The State Department has a paradox when it comes to Thailand which is put under Tier 2 category. Other member countries that appear along with Thailand in Tier 2 are Germany and Denmark, along with authoritarian states like Zimbabwe and Tajikistan. Thailand, no doubt, has tightened anti-trafficking measures, but its military has clamped down heavily on Islamic organization in the south, and political dissidents. Their voices have been muted by closing down their broadcasting facilities. So, Thailand’s record as a democracy is mixed.
The Thai case needs to be examined in more detail. In an atmosphere where fear is pervasive, and activists are shut behind doors, anti-trafficking reforms lose the sting. Only the top echelons of the government implement the measures with no support or feedback from the ground level. Inevitably, all the inefficiencies of a bureaucratic set-up creep in weakening the otherwise well-intentioned measures. As the recourse to legal redress becomes unavailable or available in a muted way, Thailand’s number of investigations and prosecution of human traffickers has declined.

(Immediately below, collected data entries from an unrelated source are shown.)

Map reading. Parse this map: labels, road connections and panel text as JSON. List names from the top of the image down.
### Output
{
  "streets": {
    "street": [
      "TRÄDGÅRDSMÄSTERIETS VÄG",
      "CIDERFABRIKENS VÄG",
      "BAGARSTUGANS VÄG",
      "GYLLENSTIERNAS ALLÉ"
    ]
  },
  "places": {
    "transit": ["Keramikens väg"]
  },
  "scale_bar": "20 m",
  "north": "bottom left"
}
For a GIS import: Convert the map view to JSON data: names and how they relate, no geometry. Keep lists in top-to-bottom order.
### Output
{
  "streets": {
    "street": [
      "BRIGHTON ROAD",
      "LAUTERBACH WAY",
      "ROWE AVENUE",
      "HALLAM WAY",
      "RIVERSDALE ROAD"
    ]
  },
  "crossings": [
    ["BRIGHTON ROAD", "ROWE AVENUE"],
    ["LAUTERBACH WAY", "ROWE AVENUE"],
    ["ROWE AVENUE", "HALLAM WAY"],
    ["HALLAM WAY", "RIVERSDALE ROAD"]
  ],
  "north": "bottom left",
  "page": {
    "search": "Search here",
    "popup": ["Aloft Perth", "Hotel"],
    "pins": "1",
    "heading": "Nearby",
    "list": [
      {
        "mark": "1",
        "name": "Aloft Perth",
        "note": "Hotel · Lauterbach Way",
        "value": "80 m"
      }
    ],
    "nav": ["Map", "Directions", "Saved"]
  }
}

In recent months, Thailand has seen mass arrests, and foisting of criminal charges against political opponents. Under such trampling of civil liberties, anti-human trafficking efforts have taken a back seat both at the level of police and courts.
The Thailand government faced international outrage after The Guardian published a damning report about the slavery-like practices adopted by Thai fishing industry. Since then, the global community has pressured Thai government to implement reforms to curb such exploitation. The Thais have responded to international pressure in a positive spirit. Courts were set up for speedy trial of trafficking and forced labour cases. For lasting impact of such ameliorating measures, deeper institutional changes are needed.
Thailand’s long history of political turmoil, and coups have enfeebled the police administration, and the judiciary. They have either been de-motivated or compromised. Thailand needs to emphatically reestablish the rule of law, and inject the sense of social responsibility to its broken political system. Purposeful engagement with civil liberty group will help to bring back the focus to the urgency of anti-human trafficking campaigns.
Separating development from democracy is a fraught concept, but it somehow goes unnoticed among political scientists. The U.N.’s Sustainable Development Goals makes no mention of the need to strengthen democracy to achieve growth. Freedom of expression and regard for human rights are the bedrock of sustainable development. In a land that wants to develop sustainably, human trafficking should never exist. We have seen many instances where authoritarianism has triggered many global development crises.
According to the Human Rights Foundation’s research, refugee crisis, shortage of drinking water, starvation deaths are all endemic in authoritarian states. So, promoting democracy in such countries should be the top agenda for the global community.
July 30 every year must be the day of deep retrospection and honest deliberation. Not only should we assess the progress we have made, but also the areas where we have faltered or failed. It is apparent that we are not able to rein in the problem of trafficking and its attendant ills. The misery of the victims must always be at the back of our mind, as we go abour our daily lives. Let’s remember, as members of the privileged class, we owe it to our conscience to ensure we do not enjoy the fruits of forced labour. More than prosecution, promotion of democracy should be the panacea for this problem.